## STORED DATA

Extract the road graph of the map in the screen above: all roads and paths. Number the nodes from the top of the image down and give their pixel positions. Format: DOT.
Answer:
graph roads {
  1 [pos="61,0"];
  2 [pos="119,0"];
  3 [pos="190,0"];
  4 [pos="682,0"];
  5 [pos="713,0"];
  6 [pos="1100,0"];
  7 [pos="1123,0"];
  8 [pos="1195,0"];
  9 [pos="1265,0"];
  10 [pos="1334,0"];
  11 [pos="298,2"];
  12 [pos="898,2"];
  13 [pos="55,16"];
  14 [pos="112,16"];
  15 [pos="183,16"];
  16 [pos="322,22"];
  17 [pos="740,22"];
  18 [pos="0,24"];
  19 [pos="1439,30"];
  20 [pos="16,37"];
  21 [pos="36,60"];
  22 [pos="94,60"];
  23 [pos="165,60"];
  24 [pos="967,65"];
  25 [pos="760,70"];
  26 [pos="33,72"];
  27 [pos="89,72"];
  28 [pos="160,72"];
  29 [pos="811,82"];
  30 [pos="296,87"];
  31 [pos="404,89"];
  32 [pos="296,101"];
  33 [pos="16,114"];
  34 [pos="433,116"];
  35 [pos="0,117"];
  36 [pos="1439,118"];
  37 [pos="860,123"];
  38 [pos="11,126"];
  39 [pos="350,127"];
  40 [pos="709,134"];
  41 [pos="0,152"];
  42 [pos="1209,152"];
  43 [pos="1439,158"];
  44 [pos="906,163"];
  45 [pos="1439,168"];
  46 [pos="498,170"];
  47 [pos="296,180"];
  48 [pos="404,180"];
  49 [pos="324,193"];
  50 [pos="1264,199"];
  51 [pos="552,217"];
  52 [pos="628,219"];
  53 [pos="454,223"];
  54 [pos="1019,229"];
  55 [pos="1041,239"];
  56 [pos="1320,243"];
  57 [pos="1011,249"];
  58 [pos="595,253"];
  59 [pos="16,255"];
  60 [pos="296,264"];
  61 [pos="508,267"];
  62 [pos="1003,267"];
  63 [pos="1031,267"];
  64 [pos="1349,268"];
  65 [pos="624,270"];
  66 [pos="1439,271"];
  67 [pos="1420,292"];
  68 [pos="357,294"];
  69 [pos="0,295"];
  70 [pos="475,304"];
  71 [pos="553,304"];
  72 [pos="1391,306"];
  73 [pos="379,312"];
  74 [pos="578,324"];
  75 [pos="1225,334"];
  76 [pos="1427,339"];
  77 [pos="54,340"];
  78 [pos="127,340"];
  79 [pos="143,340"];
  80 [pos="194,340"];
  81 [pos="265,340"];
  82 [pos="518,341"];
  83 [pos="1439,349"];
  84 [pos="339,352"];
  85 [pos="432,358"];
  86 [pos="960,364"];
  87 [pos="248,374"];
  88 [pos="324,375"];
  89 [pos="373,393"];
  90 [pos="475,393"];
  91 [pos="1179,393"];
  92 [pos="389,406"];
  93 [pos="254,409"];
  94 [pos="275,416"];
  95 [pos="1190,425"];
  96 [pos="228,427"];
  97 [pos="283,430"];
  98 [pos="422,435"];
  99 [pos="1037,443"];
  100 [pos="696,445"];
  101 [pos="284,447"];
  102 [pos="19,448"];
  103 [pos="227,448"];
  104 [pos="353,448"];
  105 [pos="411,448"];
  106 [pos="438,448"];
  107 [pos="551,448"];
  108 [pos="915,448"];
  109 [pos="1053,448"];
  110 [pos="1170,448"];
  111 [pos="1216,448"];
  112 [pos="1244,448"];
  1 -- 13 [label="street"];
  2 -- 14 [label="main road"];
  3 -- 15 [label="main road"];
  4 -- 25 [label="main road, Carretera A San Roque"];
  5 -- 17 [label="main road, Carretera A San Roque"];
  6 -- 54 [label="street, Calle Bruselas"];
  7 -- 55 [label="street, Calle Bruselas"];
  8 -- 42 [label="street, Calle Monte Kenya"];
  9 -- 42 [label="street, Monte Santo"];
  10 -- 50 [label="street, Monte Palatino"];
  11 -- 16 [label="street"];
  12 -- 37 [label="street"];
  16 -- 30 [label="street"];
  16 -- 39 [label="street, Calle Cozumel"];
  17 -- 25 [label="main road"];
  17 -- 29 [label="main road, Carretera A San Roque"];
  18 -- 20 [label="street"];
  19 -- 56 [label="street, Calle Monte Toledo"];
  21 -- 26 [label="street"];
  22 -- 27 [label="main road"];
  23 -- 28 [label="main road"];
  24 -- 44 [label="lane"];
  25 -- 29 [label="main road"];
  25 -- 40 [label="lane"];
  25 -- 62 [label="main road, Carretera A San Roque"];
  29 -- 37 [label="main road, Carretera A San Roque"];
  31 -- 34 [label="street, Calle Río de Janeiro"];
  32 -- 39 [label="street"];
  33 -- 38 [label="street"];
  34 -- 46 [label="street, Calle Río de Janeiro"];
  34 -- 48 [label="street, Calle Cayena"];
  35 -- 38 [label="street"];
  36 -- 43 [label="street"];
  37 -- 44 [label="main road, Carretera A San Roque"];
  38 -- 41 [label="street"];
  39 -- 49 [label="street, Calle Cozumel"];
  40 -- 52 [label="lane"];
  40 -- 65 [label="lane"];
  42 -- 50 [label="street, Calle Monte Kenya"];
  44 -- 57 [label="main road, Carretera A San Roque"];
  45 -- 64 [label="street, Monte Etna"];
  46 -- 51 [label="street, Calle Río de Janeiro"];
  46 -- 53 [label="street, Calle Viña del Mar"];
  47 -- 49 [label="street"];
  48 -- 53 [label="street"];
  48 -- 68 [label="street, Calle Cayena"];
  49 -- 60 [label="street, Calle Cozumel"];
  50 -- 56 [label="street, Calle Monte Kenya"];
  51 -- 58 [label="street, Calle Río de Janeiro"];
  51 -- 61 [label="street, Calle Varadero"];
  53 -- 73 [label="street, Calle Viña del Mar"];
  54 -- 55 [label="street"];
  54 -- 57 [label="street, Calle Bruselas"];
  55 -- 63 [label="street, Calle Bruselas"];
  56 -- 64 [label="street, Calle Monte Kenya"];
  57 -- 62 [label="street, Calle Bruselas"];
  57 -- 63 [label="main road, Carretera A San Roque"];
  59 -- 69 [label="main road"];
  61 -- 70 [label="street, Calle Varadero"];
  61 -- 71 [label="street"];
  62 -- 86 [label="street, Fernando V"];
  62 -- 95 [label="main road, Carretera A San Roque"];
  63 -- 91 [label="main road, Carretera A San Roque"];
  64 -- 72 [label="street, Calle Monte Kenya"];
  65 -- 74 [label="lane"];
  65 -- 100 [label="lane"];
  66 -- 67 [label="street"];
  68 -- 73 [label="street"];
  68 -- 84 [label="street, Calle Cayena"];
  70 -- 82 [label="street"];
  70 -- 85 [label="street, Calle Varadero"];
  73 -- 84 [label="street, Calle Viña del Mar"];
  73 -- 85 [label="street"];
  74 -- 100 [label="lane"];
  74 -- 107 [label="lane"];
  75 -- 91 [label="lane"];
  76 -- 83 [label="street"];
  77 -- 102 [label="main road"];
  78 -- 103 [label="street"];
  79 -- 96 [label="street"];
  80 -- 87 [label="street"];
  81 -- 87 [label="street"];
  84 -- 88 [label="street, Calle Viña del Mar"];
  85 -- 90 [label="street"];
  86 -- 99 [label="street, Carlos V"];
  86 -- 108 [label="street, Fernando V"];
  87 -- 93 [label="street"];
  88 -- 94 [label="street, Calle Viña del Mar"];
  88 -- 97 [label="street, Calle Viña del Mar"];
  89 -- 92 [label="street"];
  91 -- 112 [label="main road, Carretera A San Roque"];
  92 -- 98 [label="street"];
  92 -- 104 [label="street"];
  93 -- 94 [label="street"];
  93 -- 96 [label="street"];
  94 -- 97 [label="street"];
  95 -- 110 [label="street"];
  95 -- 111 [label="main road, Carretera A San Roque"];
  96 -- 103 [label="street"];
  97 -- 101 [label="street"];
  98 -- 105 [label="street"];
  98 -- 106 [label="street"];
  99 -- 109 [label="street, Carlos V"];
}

## PROBLEM TO WORK ON
Above are the records. Copy every line in them holding "Fernando".

## EXERCISE RESPONSE
  62 -- 86 [label="street, Fernando V"];
  86 -- 108 [label="street, Fernando V"];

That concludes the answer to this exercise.